Das Projekt Babylotse ist ein bundesweit etabliertes Präventionsprogramm zum vorbeugenden Kinderschutz und zur frühen Gesundheitsförderung von Kindern. Für die Studie des Forschungsinstitutes Kantar wurden Mütter befragt, die die erste Zeit mit dem Neugeborenen als belastend einschätzen. Im Rückblick sind 74% der Mütter, die in der Klinik Kontakt zu einer Babylotsin hatten, zufrieden oder sehr zufrieden mit ihrem Klinikaufenthalt. Unter den Müttern, die keinen Kontakt zu einer Babylotsin hatten, liegt der Anteil bei 55%. Erstgebärende ohne Kontakt zu einer Babylotsin fühlten sich zu 50% schlecht auf die Entlassung aus der Klinik vorbereitet. Unter denen, die von einer Babylotsin begleitet wurden, waren es nur 20%.
95% der befragten Mitarbeitenden (Ärztinnen und Ärzte, Pflegekräfte, Hebammen) in Kliniken mit Babylotsinnen erachten deren Einsatz als unabdingbar, für 97% stellen sie eine Entlastung dar. 84% der befragten Mitarbeitenden in Kliniken ohne Lotsenprogramm halten es für sinnvoll, ein solches einzuführen.

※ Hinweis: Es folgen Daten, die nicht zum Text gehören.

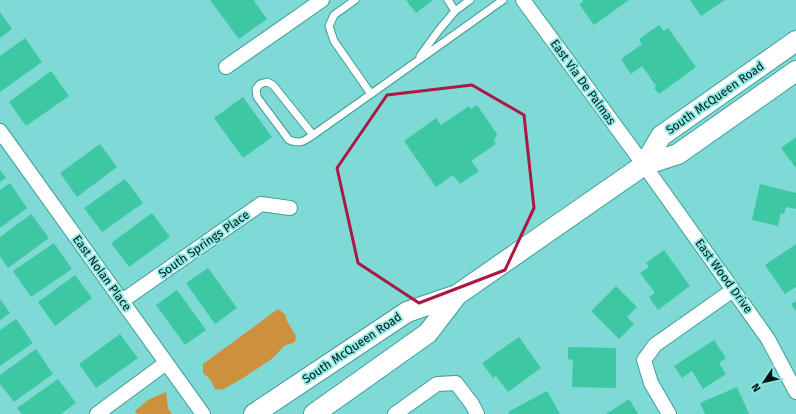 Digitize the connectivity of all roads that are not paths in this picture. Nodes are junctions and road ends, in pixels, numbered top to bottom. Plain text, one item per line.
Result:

Die Babylotsen führen Aufgaben des Gesundheitssystems, der Familienbildung sowie der Kinder- und Jugendhilfe zusammen. Sie vermitteln Ressortübergreifend in alle Unterstützungssysteme, vermeiden unklare Strukturen und Dopplungen. Das Projekt Babylotse in Bremen wird gefördert durch die Deutsche Fernsehlotterie, von der Stiftung SeeYou - Stark für Familien und von der Stiftung Deutschland rundet auf.